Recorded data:
——
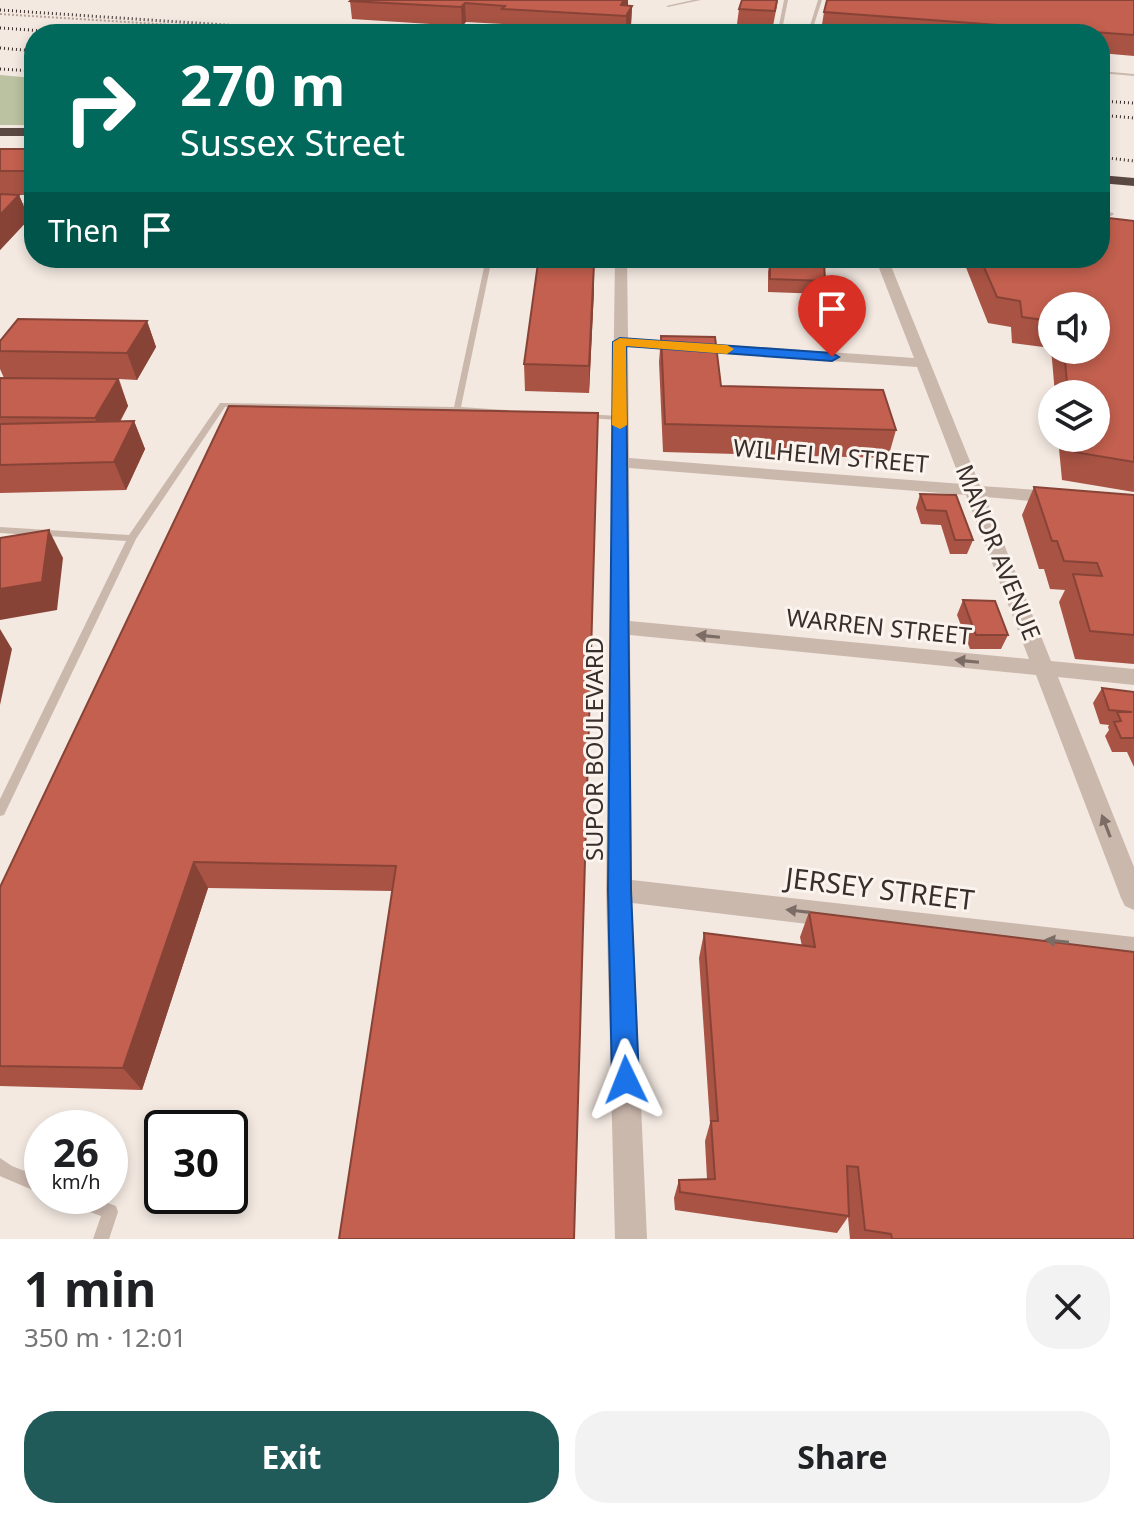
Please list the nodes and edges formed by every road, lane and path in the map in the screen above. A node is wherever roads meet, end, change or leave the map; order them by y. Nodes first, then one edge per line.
1 (699, 0) edge
2 (786, 0) edge
3 (820, 0) edge
4 (668, 6) dead end
5 (0, 14) edge
6 (158, 24) edge
7 (781, 24) edge
8 (812, 24) edge
9 (1110, 67) edge
10 (1134, 68) edge
11 (1110, 73) edge
12 (1134, 75) edge
13 (0, 132) edge
14 (24, 132) edge
15 (0, 143) edge
16 (24, 143) edge
17 (1110, 180) edge
18 (1134, 182) edge
19 (1110, 191) edge
20 (1134, 193) edge
21 (0, 205) edge
22 (24, 205) edge
23 (487, 268) edge
24 (621, 268) edge
25 (886, 268) edge
26 (620, 342) junction
27 (923, 363) junction
28 (457, 409) junction
29 (517, 412) edge
30 (577, 416) edge
31 (620, 418) junction
32 (620, 462) junction
33 (974, 491) junction
34 (1076, 499) edge
35 (0, 530) edge
36 (132, 538) junction
37 (619, 627) junction
38 (1045, 668) junction
39 (1134, 677) edge
40 (0, 811) edge
41 (619, 890) junction
42 (1134, 898) edge
43 (1134, 950) edge
44 (0, 1166) edge
45 (24, 1179) edge
46 (109, 1214) edge
47 (101, 1239) edge
48 (631, 1239) edge

1 - 4 lane
2 - 7 lane
3 - 8 lane
5 - 6 path
9 - 10 lane
11 - 12 lane
13 - 14 highway
15 - 16 highway
17 - 18 highway
19 - 20 highway
21 - 22 lane
23 - 28 lane
24 - 26 street, SUPOR BOULEVARD
25 - 27 street, MANOR AVENUE
26 - 27 street
26 - 31 street, SUPOR BOULEVARD
27 - 33 street, MANOR AVENUE
28 - 29 lane
28 - 36 lane
30 - 31 lane
31 - 32 street, SUPOR BOULEVARD
32 - 33 street, WILHELM STREET
32 - 37 street, SUPOR BOULEVARD
33 - 34 street, WILHELM STREET
33 - 38 street, MANOR AVENUE
35 - 36 lane
36 - 40 lane
38 -> 37 street, WARREN STREET
37 - 41 street, SUPOR BOULEVARD
38 - 39 street, WARREN STREET
42 -> 38 street, MANOR AVENUE
43 -> 41 street, JERSEY STREET
41 - 48 street, SUPOR BOULEVARD
44 - 45 lane
46 - 47 lane

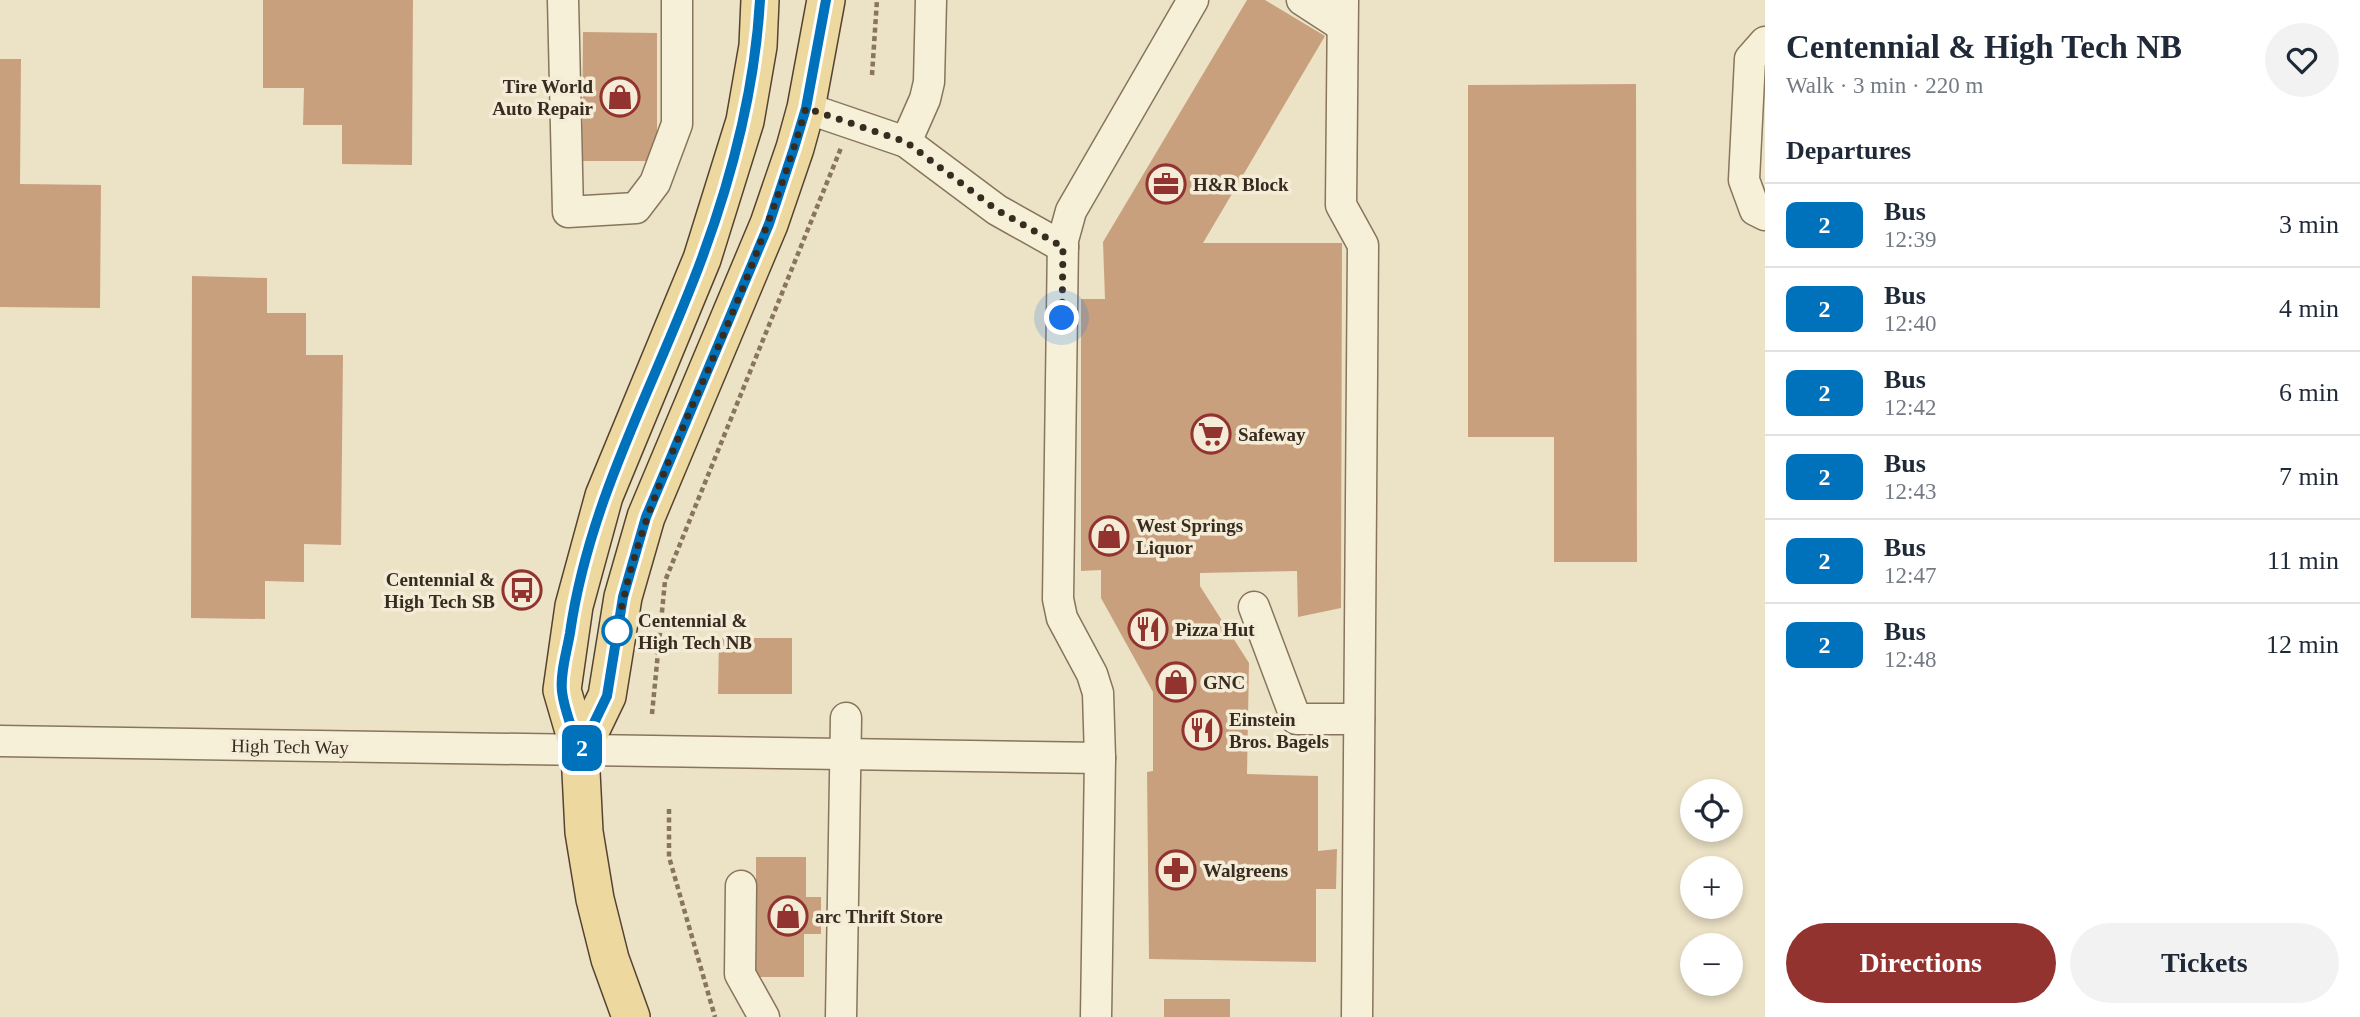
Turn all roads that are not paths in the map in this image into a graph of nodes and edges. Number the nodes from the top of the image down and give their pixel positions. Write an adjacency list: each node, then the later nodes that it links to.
1 (563, 0): 2 (street)
2 (677, 0)
3 (760, 0): 18 (main road)
4 (826, 0): 10 (main road)
5 (930, 0): 11 (street)
6 (1193, 0): 13 (street)
7 (1302, 0): 8 (street)
8 (1343, 13): 16 (street)
9 (1765, 42): 12 (street)
10 (806, 108): 11 (street); 18 (main road)
11 (906, 142): 13 (street)
12 (1765, 215)
13 (1063, 247): 20 (street)
14 (1254, 607): 16 (street)
15 (846, 718): 19 (street)
16 (1359, 719): 26 (street)
17 (0, 740): 18 (street, High Tech Way)
18 (580, 752): 19 (street, High Tech Way); 22 (main road)
19 (846, 755): 20 (street, High Tech Way); 24 (street)
20 (1100, 758): 25 (street)
21 (741, 886): 23 (street)
22 (631, 1017)
23 (764, 1017)
24 (841, 1017)
25 (1096, 1017)
26 (1357, 1017)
——
Please copy every entry exactly, without the pictures.

Please list the nodes and edges formed by every road, lane and path in the map in the screen above. A node is wherever roads meet, end, change or leave the map; order them by y. Nodes first, then one edge per line.
1 (699, 0) edge
2 (786, 0) edge
3 (820, 0) edge
4 (668, 6) dead end
5 (0, 14) edge
6 (158, 24) edge
7 (781, 24) edge
8 (812, 24) edge
9 (1110, 67) edge
10 (1134, 68) edge
11 (1110, 73) edge
12 (1134, 75) edge
13 (0, 132) edge
14 (24, 132) edge
15 (0, 143) edge
16 (24, 143) edge
17 (1110, 180) edge
18 (1134, 182) edge
19 (1110, 191) edge
20 (1134, 193) edge
21 (0, 205) edge
22 (24, 205) edge
23 (487, 268) edge
24 (621, 268) edge
25 (886, 268) edge
26 (620, 342) junction
27 (923, 363) junction
28 (457, 409) junction
29 (517, 412) edge
30 (577, 416) edge
31 (620, 418) junction
32 (620, 462) junction
33 (974, 491) junction
34 (1076, 499) edge
35 (0, 530) edge
36 (132, 538) junction
37 (619, 627) junction
38 (1045, 668) junction
39 (1134, 677) edge
40 (0, 811) edge
41 (619, 890) junction
42 (1134, 898) edge
43 (1134, 950) edge
44 (0, 1166) edge
45 (24, 1179) edge
46 (109, 1214) edge
47 (101, 1239) edge
48 (631, 1239) edge

1 - 4 lane
2 - 7 lane
3 - 8 lane
5 - 6 path
9 - 10 lane
11 - 12 lane
13 - 14 highway
15 - 16 highway
17 - 18 highway
19 - 20 highway
21 - 22 lane
23 - 28 lane
24 - 26 street, SUPOR BOULEVARD
25 - 27 street, MANOR AVENUE
26 - 27 street
26 - 31 street, SUPOR BOULEVARD
27 - 33 street, MANOR AVENUE
28 - 29 lane
28 - 36 lane
30 - 31 lane
31 - 32 street, SUPOR BOULEVARD
32 - 33 street, WILHELM STREET
32 - 37 street, SUPOR BOULEVARD
33 - 34 street, WILHELM STREET
33 - 38 street, MANOR AVENUE
35 - 36 lane
36 - 40 lane
38 -> 37 street, WARREN STREET
37 - 41 street, SUPOR BOULEVARD
38 - 39 street, WARREN STREET
42 -> 38 street, MANOR AVENUE
43 -> 41 street, JERSEY STREET
41 - 48 street, SUPOR BOULEVARD
44 - 45 lane
46 - 47 lane

Turn all roads that are not paths in the map in this image into a graph of nodes and edges. Number the nodes from the top of the image down and give their pixel positions. Write an adjacency list: each node, then the later nodes that it links to.
1 (563, 0): 2 (street)
2 (677, 0)
3 (760, 0): 18 (main road)
4 (826, 0): 10 (main road)
5 (930, 0): 11 (street)
6 (1193, 0): 13 (street)
7 (1302, 0): 8 (street)
8 (1343, 13): 16 (street)
9 (1765, 42): 12 (street)
10 (806, 108): 11 (street); 18 (main road)
11 (906, 142): 13 (street)
12 (1765, 215)
13 (1063, 247): 20 (street)
14 (1254, 607): 16 (street)
15 (846, 718): 19 (street)
16 (1359, 719): 26 (street)
17 (0, 740): 18 (street, High Tech Way)
18 (580, 752): 19 (street, High Tech Way); 22 (main road)
19 (846, 755): 20 (street, High Tech Way); 24 (street)
20 (1100, 758): 25 (street)
21 (741, 886): 23 (street)
22 (631, 1017)
23 (764, 1017)
24 (841, 1017)
25 (1096, 1017)
26 (1357, 1017)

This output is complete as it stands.